Edward Daniel Legge

Personal information
- Full name: Edward Daniel Legge
- Date of birth: 1906
- Place of birth: Aberdeen, Scotland
- Date of death: 16 December 1947 (aged 41)
- Place of death: Aberdeen, Scotland
- Height: 5 ft 10 in (1.78 m)
- Position(s): Defender

Senior career*
- Years: Team / Apps / (Gls)
- Balmoral Cecil
- Aberdeen Park Vale
- 1928–1932: Aberdeen / 46 / (0)
- 1932–1935: Carlisle United / 104 / (1)
- 1935–1938: York City / 82 / (2)
- 1938: Burton Town
- 1938–?: Aberdeen Park Vale

= Eddie Legge =

Scottish footballer

Edward Daniel Legge (1906 – 1947) was a Scottish footballer who played for Aberdeen, Carlisle United and York City in the Football League.

==Career==
Born in Aberdeen, Legge played for Balmoral Cecil and Aberdeen Park Vale before signing for hometown club Aberdeen in 1928. He joined Carlisle United of the Football League in 1932 and in the league he made 104 appearances and scored one goal for them before joining York City in November 1935 following a trial.

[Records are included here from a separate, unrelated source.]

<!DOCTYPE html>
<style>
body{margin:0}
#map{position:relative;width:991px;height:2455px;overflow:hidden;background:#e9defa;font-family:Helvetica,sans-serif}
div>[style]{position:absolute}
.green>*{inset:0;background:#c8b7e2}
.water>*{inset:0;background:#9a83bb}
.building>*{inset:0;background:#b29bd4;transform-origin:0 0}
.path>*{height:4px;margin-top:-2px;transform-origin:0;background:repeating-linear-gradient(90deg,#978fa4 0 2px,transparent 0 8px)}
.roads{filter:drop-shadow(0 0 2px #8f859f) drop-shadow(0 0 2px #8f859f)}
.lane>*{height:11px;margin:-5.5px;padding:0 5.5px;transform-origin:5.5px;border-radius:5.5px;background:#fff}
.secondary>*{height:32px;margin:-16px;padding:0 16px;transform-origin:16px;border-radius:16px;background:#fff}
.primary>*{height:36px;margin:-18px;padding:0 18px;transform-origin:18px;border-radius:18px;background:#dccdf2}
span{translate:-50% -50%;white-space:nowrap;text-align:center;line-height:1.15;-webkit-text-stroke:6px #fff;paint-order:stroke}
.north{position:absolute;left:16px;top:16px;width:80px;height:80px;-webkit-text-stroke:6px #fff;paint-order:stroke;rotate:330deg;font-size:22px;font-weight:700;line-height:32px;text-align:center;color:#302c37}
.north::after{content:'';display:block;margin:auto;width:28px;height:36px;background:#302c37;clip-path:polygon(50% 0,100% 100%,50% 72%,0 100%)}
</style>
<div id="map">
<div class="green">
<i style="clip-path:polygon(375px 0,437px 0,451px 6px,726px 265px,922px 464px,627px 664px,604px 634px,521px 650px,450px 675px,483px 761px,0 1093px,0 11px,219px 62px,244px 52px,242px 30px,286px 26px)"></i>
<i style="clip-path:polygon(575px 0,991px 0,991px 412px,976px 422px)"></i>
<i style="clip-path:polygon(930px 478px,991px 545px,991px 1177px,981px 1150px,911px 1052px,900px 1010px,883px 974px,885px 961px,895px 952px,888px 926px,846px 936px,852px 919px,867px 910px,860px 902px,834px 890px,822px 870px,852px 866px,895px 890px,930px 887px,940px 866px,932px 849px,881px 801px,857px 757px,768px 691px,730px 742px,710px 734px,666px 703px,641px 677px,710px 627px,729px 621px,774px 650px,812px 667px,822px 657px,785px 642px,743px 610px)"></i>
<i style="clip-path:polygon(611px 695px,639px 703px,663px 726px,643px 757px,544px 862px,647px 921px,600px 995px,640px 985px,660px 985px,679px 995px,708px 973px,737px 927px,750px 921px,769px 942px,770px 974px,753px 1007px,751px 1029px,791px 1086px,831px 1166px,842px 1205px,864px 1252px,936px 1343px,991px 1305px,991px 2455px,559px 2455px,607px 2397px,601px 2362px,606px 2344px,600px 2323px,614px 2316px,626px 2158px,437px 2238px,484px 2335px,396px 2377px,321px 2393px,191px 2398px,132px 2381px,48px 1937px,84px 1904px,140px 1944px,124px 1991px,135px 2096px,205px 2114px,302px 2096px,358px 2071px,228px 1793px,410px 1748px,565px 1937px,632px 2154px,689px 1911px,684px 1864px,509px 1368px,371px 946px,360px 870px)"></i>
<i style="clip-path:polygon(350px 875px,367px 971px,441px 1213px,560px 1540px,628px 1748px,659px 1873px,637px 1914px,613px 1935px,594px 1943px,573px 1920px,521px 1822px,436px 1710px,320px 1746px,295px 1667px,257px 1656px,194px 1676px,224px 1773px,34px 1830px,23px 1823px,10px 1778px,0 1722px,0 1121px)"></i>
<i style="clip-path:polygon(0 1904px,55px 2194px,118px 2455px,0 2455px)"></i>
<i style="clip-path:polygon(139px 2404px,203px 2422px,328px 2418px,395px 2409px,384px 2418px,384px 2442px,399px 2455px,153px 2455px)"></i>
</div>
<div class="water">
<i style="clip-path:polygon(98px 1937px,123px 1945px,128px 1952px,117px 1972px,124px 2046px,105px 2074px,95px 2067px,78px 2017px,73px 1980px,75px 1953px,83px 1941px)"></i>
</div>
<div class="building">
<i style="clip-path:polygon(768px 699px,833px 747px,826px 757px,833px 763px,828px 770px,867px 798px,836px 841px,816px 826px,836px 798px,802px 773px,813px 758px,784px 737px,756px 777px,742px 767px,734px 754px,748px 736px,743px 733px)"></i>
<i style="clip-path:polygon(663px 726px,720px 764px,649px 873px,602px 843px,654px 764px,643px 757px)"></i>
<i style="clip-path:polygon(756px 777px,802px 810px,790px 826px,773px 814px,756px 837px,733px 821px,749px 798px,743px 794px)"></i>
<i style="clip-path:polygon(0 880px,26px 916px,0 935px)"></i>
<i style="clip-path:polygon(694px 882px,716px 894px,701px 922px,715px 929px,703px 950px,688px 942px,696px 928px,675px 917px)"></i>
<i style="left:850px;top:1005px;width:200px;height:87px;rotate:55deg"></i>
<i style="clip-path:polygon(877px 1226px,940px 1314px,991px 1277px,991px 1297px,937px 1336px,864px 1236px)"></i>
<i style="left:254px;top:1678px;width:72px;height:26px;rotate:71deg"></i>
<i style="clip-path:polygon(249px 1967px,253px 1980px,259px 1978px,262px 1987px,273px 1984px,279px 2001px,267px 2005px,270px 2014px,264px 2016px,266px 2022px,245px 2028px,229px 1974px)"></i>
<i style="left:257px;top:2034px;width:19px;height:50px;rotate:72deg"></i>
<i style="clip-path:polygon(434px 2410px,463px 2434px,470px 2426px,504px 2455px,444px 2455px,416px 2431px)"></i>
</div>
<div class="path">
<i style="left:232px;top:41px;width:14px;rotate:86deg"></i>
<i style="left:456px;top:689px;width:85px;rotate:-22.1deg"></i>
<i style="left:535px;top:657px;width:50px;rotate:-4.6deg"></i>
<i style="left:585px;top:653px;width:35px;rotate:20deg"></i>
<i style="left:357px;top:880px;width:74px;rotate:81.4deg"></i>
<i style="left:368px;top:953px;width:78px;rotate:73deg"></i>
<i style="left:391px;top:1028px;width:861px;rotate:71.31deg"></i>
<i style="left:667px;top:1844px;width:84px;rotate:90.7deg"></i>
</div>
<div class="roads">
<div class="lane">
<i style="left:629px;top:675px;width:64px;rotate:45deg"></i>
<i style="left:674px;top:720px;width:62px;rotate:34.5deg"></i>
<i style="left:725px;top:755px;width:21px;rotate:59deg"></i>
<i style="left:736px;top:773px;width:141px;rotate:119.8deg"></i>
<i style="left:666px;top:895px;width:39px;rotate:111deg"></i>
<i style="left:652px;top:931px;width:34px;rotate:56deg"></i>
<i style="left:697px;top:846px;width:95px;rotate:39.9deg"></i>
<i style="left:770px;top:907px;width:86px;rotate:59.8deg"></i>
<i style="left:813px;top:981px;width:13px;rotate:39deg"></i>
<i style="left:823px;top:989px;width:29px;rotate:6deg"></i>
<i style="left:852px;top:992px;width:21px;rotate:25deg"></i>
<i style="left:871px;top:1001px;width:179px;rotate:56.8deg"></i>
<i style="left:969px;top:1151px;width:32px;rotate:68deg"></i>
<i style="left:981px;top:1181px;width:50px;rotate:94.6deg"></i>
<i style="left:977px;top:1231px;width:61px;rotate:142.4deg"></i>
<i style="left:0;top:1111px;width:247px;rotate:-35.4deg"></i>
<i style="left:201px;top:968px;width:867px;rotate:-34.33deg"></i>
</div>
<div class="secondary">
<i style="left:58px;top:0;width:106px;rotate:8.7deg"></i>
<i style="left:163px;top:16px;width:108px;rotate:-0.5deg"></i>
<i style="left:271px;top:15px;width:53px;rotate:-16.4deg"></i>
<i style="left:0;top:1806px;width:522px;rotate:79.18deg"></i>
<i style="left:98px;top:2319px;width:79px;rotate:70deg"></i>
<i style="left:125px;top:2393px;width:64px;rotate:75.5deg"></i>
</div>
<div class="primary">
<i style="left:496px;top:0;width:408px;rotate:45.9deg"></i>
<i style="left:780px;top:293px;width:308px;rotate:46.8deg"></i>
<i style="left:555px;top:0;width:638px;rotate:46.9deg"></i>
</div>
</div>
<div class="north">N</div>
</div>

He was made captain for the 1936–37 season. Following an injury, he was unable to reaffirm his place in the team, with Claude Barrett and Jack Pinder playing regularly at full back, and he left to join Burton Town in 1938. He joined former club Aberdeen Park Vale in 1938 and died at Foresterhill Hospital in Aberdeen in 1947 at the age of 41.